Depuis ce malheureux événement elle ne vient plus dans le pays que
tous les cinq ou six ans. Encore cette fois elle n'y est venue que par
l'occasion du mariage de sa demoiselle. Qui sait si ce n'est pas la
dernière! M'est avis que mademoiselle Valentine aura le château et la
ferme en dot. Alors nous aurions affaire à une si bonne maîtresse!
--Il est vrai que Valentine est une bonne enfant, dit Athénaïs fière de
pouvoir employer ce ton de familiarité eu parlant d'une personne dont
elle enviait le rang. Oh! celle-là n'est pas fière; elle n'a pas oublié que
nous avons joué ensemble étant petites. Et puis elle a le bon sens de
comprendre que la seule distinction, c'est l'argent, et que le nôtre est
aussi honorable que le sien.
--Au moins! reprit madame Lhéry; car elle n'a eu que la peine de naître,
au lieu que nous, nous l'avons gagné à nos risques et peines. Mais enfin

il n'y a pas de reproche à lui faire; c'est une bonne demoiselle, et une
jolie fille, da! Tu ne l'as jamais vue, Bénédict?
--Jamais, ma tante.
--Et puis je suis attachée à cette famille-là, moi, reprit madame Lhéry.
Le père était si bon! C'était là un homme! et beau! Un général, ma foi,
tout chamarré d'or et de croix, et qui me faisait danser aux fêtes
patronales tout comme si j'avais été une duchesse. Cela ne faisait pas
trop plaisir à madame...
--Ni à moi non plus, objecta le père Lhéry avec naïveté.
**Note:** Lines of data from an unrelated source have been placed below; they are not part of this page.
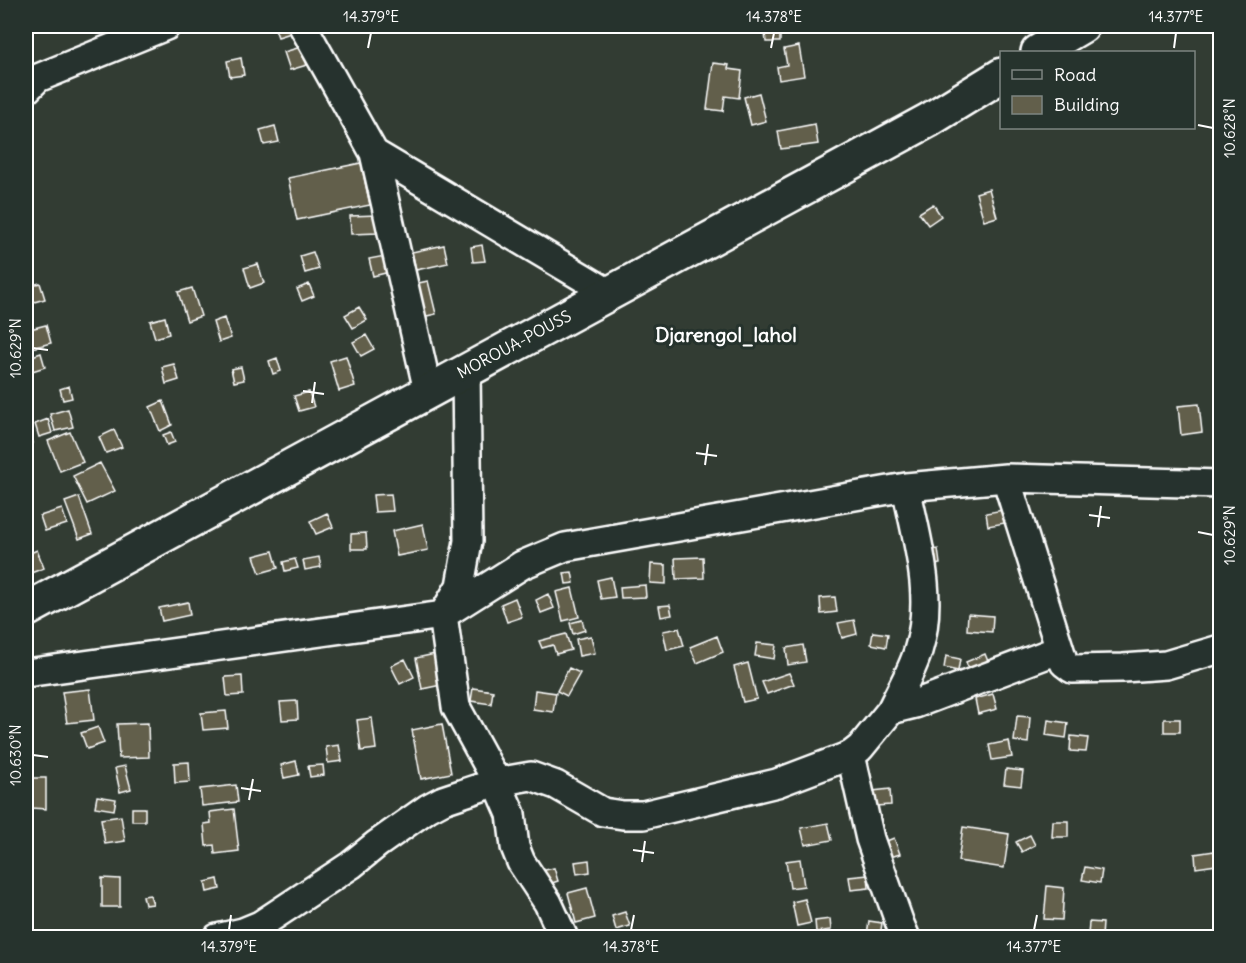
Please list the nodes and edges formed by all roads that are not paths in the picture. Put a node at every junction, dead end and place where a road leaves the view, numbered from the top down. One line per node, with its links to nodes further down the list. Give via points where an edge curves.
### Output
1 (166, 26): 6 (street)
2 (303, 26): 7 (street)
3 (1082, 26): 4 (main road)
4 (1040, 51)
5 (1000, 76): 8 (main road, MOROUA-POUSS, via 929,120)
6 (30, 82)
7 (374, 153): 8 (street); 10 (street)
8 (609, 293): 9 (main road, MOROUA-POUSS)
9 (466, 370): 10 (main road, MOROUA-POUSS); 15 (street, via 468,541 460,586)
10 (428, 391): 14 (main road, MOROUA-POUSS)
11 (1006, 478): 12 (street); 13 (street); 17 (street)
12 (1221, 484)
13 (906, 487): 15 (street, via 565,547 522,565); 19 (street, via 924,579 925,616 918,652)
14 (26, 610)
15 (443, 615): 18 (street); 21 (street, via 456,707)
16 (1221, 649): 17 (street, via 1166,665 1092,669 1072,669)
17 (1058, 650): 19 (street)
18 (26, 673)
19 (891, 710): 20 (street)
20 (851, 755): 21 (street, via 777,783 643,815 603,812 556,785 531,776); 24 (street, via 870,839)
21 (497, 782): 22 (street, via 428,808 260,925); 23 (street, via 511,814 520,862 548,903)
22 (217, 938)
23 (564, 938)
24 (906, 938)

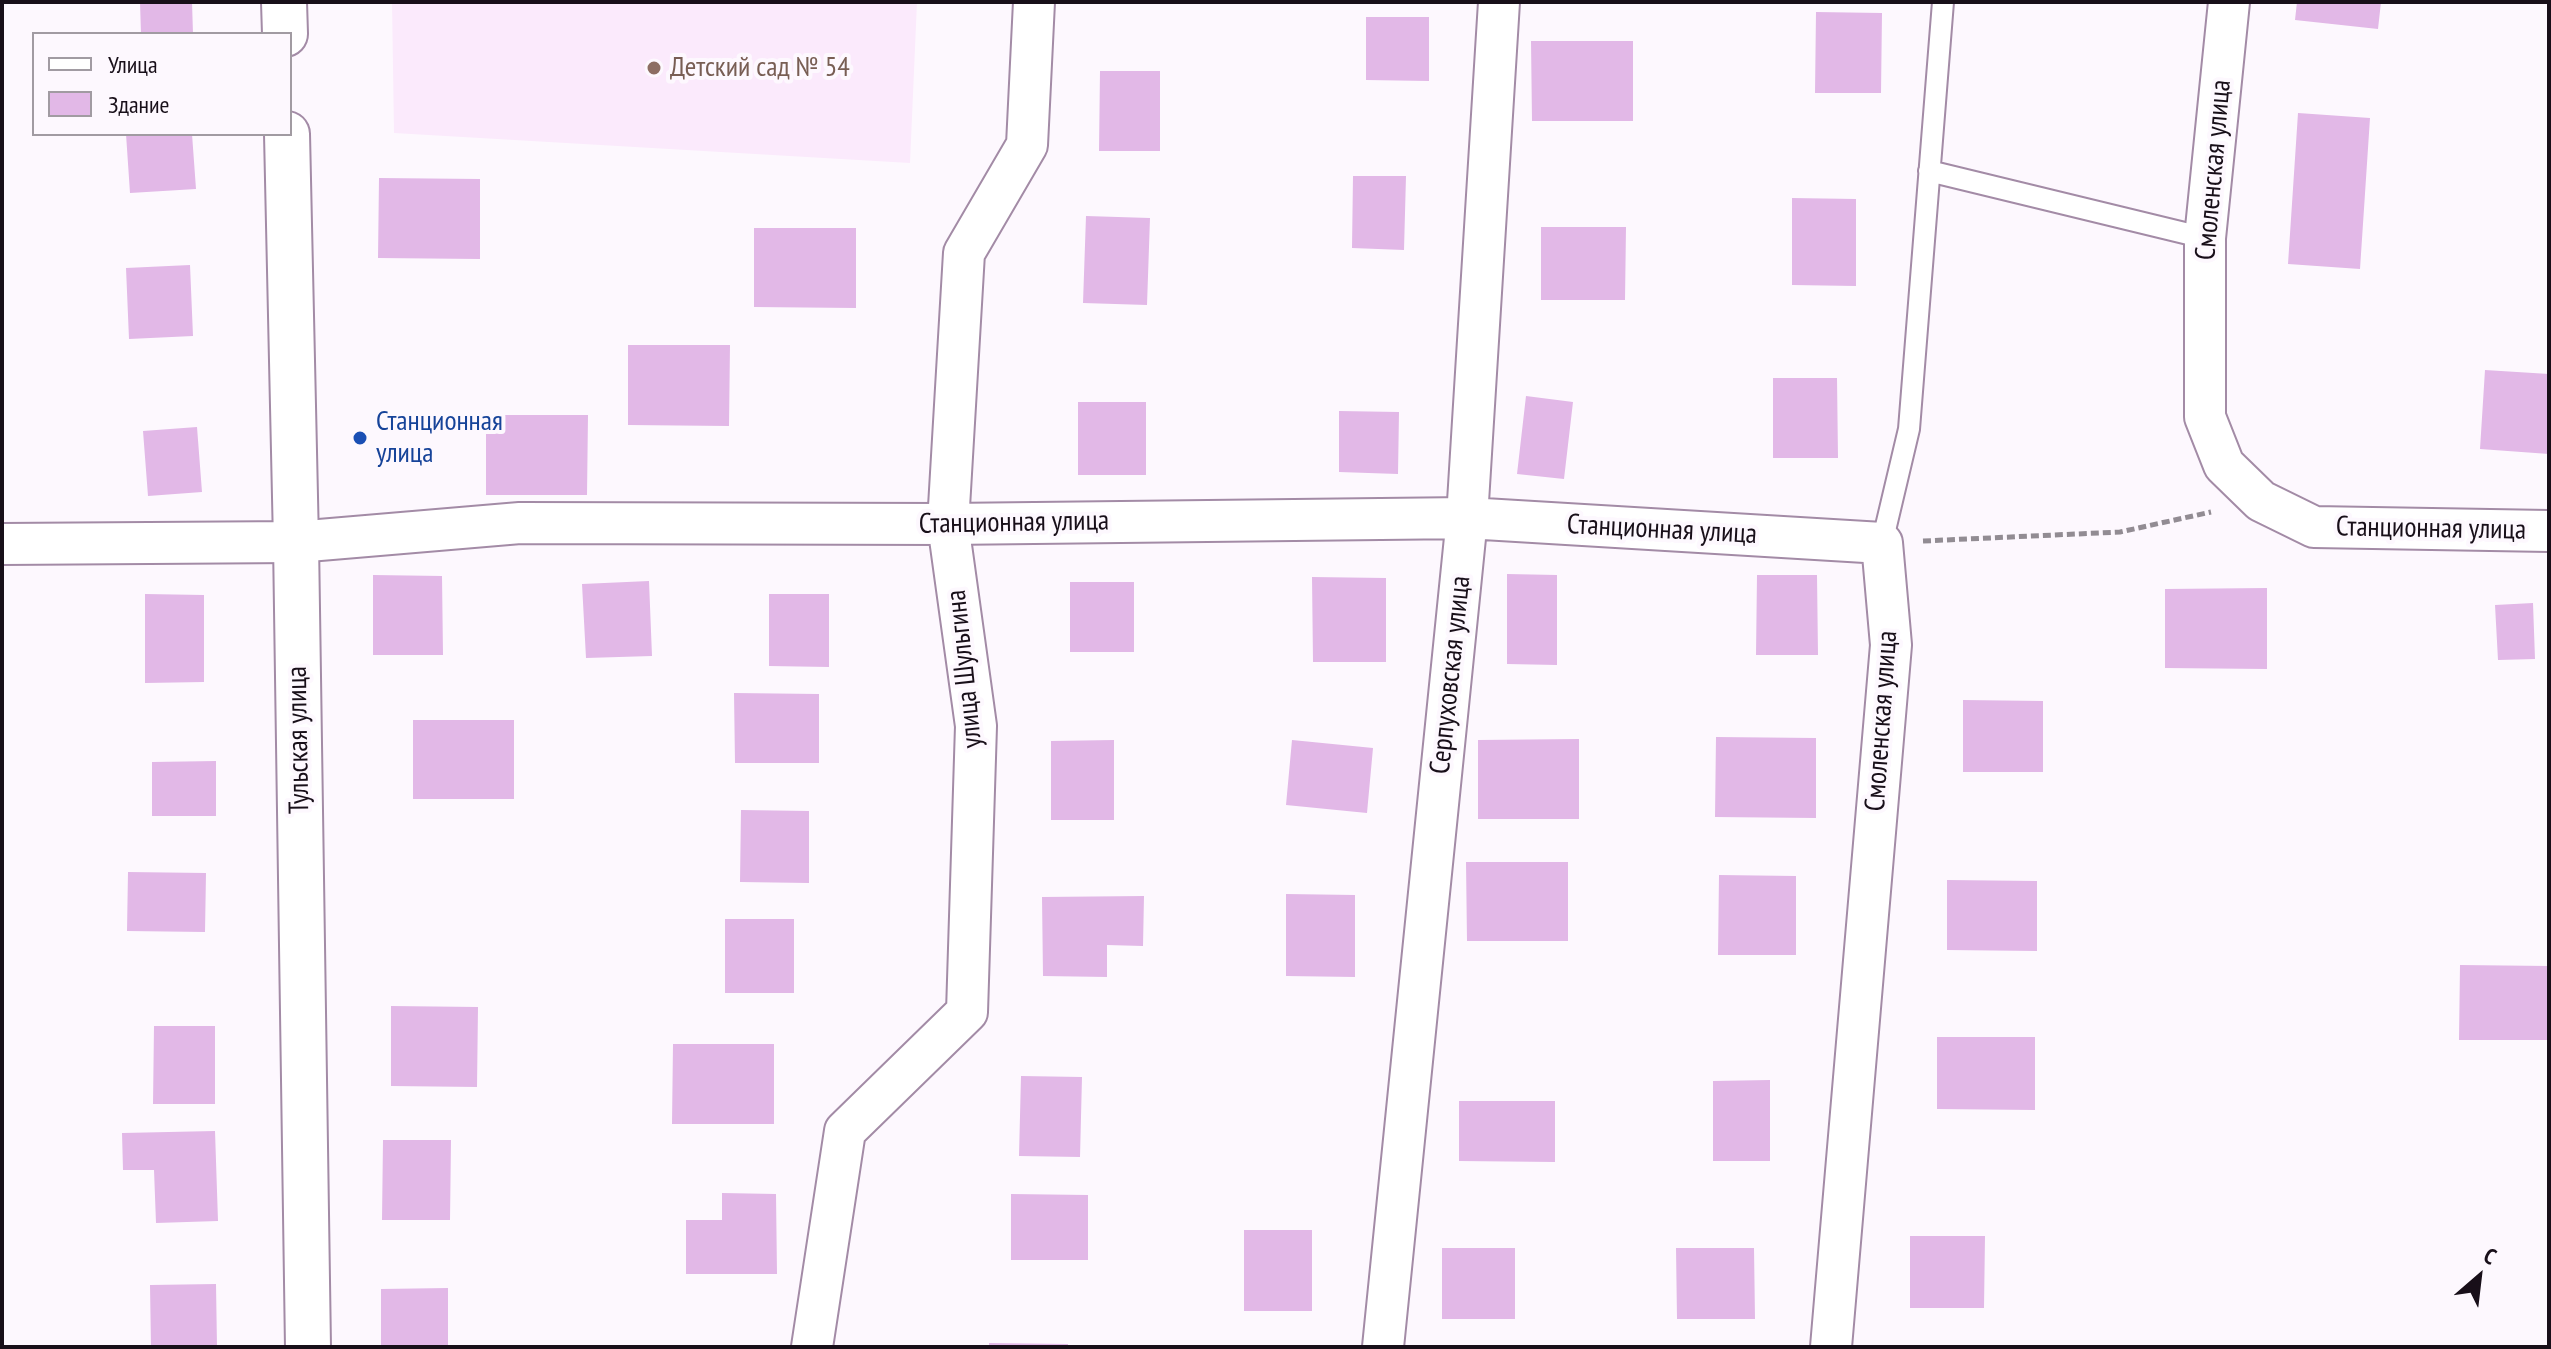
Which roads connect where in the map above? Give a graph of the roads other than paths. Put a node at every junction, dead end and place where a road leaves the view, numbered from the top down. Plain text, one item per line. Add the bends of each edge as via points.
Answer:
1 (284, 2) edge
2 (1034, 2) edge
3 (1499, 2) edge
4 (1943, 2) edge
5 (2229, 2) edge
6 (285, 32) edge
7 (287, 136) edge
8 (1929, 171) junction
9 (2205, 238) junction
10 (1467, 518) junction
11 (948, 524) junction
12 (2314, 527) joint
13 (2549, 531) edge
14 (296, 542) junction
15 (1882, 543) junction
16 (2, 544) edge
17 (308, 1347) edge
18 (812, 1347) edge
19 (1383, 1347) edge
20 (1831, 1347) edge

1 - 6 main road
2 - 11 street, улица Шульгина via 1027,145 964,253
3 - 10 street, Серпуховская улица
4 - 8 lane, Смоленская улица
5 - 9 street, Смоленская улица
7 - 14 main road, Тульская улица
8 - 9 lane
8 - 15 lane, Смоленская улица via 1909,429
9 - 12 street, Смоленская улица via 2205,417 2224,465 2261,501
10 - 11 street, Станционная улица
10 - 15 street, Станционная улица
10 - 19 street, Серпуховская улица
11 - 14 street, Станционная улица via 520,523
11 - 18 street, улица Шульгина via 976,726 967,1012 845,1131
12 - 13 street, Станционная улица
14 - 16 street, Станционная улица
14 - 17 main road, Тульская улица
15 - 20 street, Смоленская улица via 1891,645

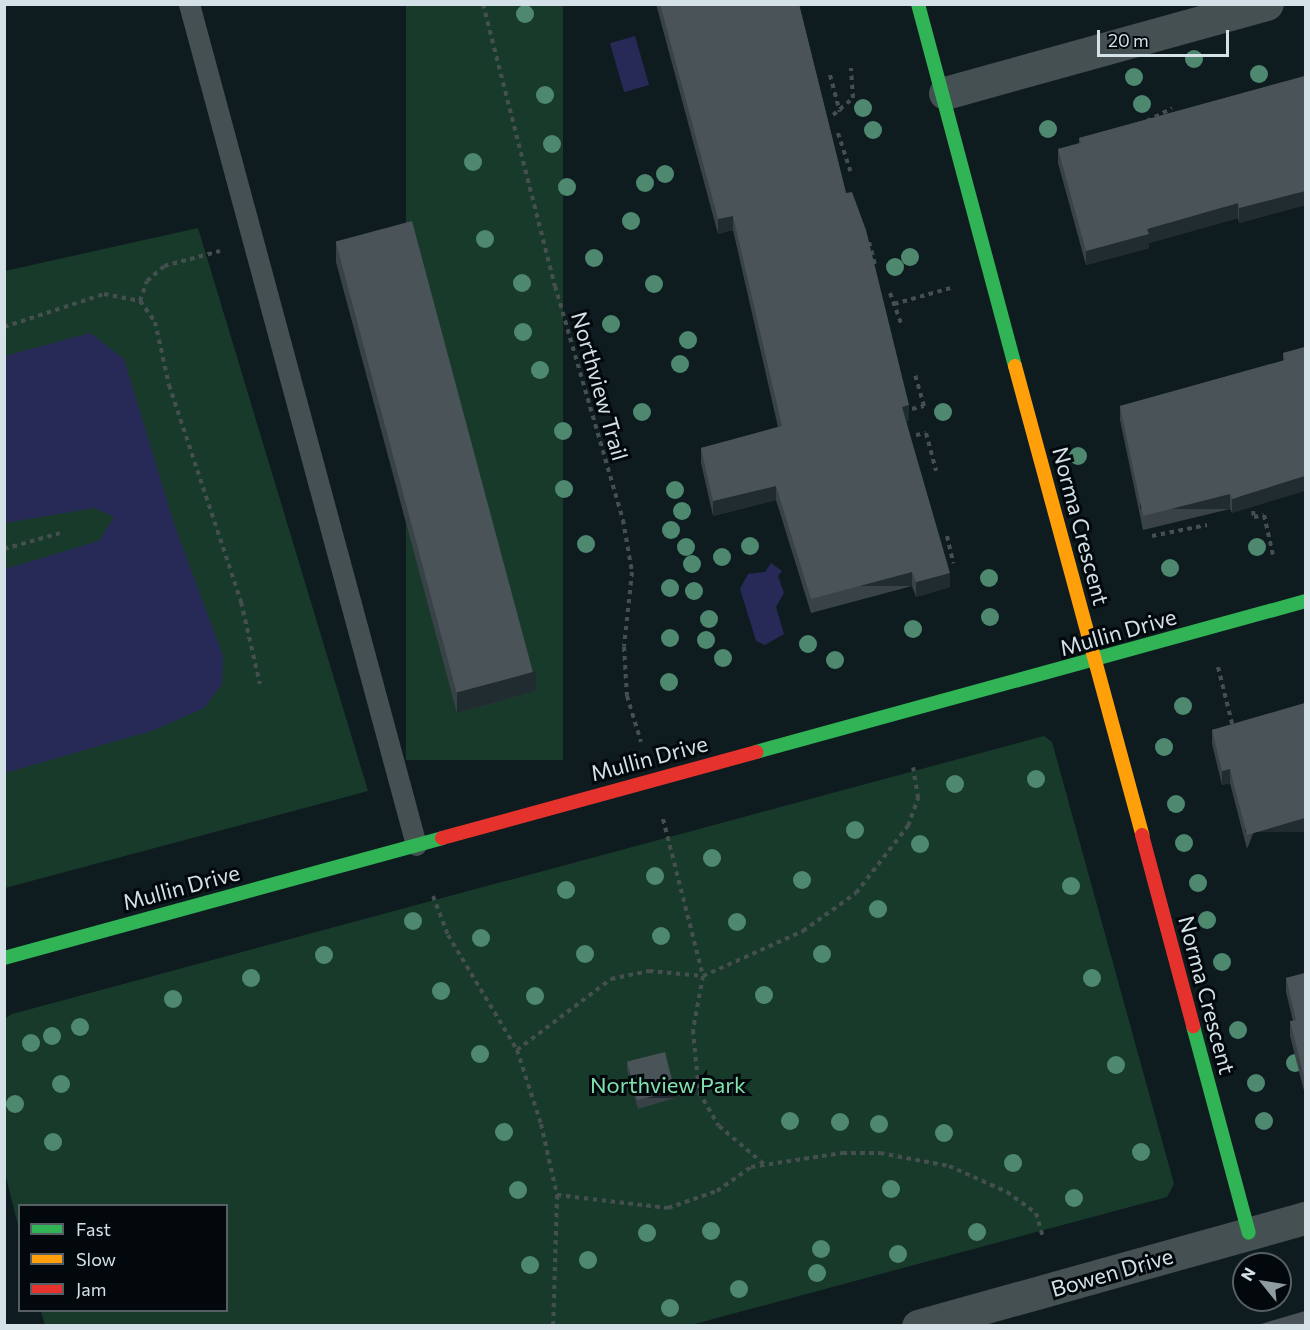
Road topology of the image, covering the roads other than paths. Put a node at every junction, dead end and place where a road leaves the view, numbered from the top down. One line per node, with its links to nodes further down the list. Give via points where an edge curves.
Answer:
1 (189, 4): 7 (lane)
2 (918, 4): 4 (street, Norma Crescent)
3 (1267, 4): 4 (street)
4 (945, 93): 6 (street, Norma Crescent)
5 (1305, 601): 6 (street, Mullin Drive)
6 (1095, 660): 7 (street, Mullin Drive); 10 (street, Norma Crescent)
7 (416, 845): 8 (street, Mullin Drive)
8 (4, 958)
9 (1305, 1218): 10 (street, Bowen Drive)
10 (1249, 1233): 11 (street, Bowen Drive)
11 (918, 1326)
--Ce père Lhéry, reprit la femme, il a toujours le mot pour rire! Mais
enfin c'est pour vous dire qu'excepté madame, qui est un peu haute,
c'est une famille de braves gens. Peut-on voir une meilleure femme que
la grand'mère!
--Ah! celle-là, dit Athénaïs, c'est encore la meilleure de toutes. Elle a
toujours quelque chose d'agréable à vous dire; elle ne vous appelle
jamais que mon coeur, ma toute belle, mon joli minois.
--Et cela fait toujours plaisir! dit Bénédict d'un air moqueur. Allons,
allons, cela joint aux mille écus de profit sur la ferme, qui peuvent
payer bien des chiffons...
--Eh! ce n'est pas à dédaigner, n'est-ce pas, mon garçon? dit le père
Lhéry. Dis-lui donc cela, toi; elle t'écoutera.
--Non, non, je n'écouterai rien, s'écria la jeune fille. Je ne vous laisserai
pas tranquille que vous n'ayez laissé la ferme. Votre bail expire dans
six mois; il ne faut pas le renouveler, entends-tu, mon papa?
--Mais qu'est-ce que je ferai? dit le vieillard ébranlé par le ton à la fois
patelin et impératif de sa fille. Il faudra donc que je me croise les bras?
Je ne peux pas m'amuser comme toi à lire et à chanter, moi; l'ennui me
tuera.

--Mais, mon papa, n'avez-vous pas vos biens à faire valoir?
--Tout cela marchait si bien de front! il ne me restera pas de quoi
m'occuper. Et d'ailleurs où demeurerons-nous? Tu ne veux pas habiter
avec les métayers?
--Non certes! vous ferez bâtir; nous aurons une maison à nous; nous la
ferons décorer autrement que cette vilaine ferme; vous verrez comme je
m'y entends!
--Oui, sans doute, tu t'entends fort bien à manger de l'argent, répondit le
père.
Athénaïs prit un air boudeur.
--Au reste, dit-elle d'un ton dépité, faites comme il vous plaira; vous
vous repentirez peut-être de ne pas m'avoir écoutée; mais il ne sera plus
temps.
--Que voulez-vous dire? demanda Bénédict.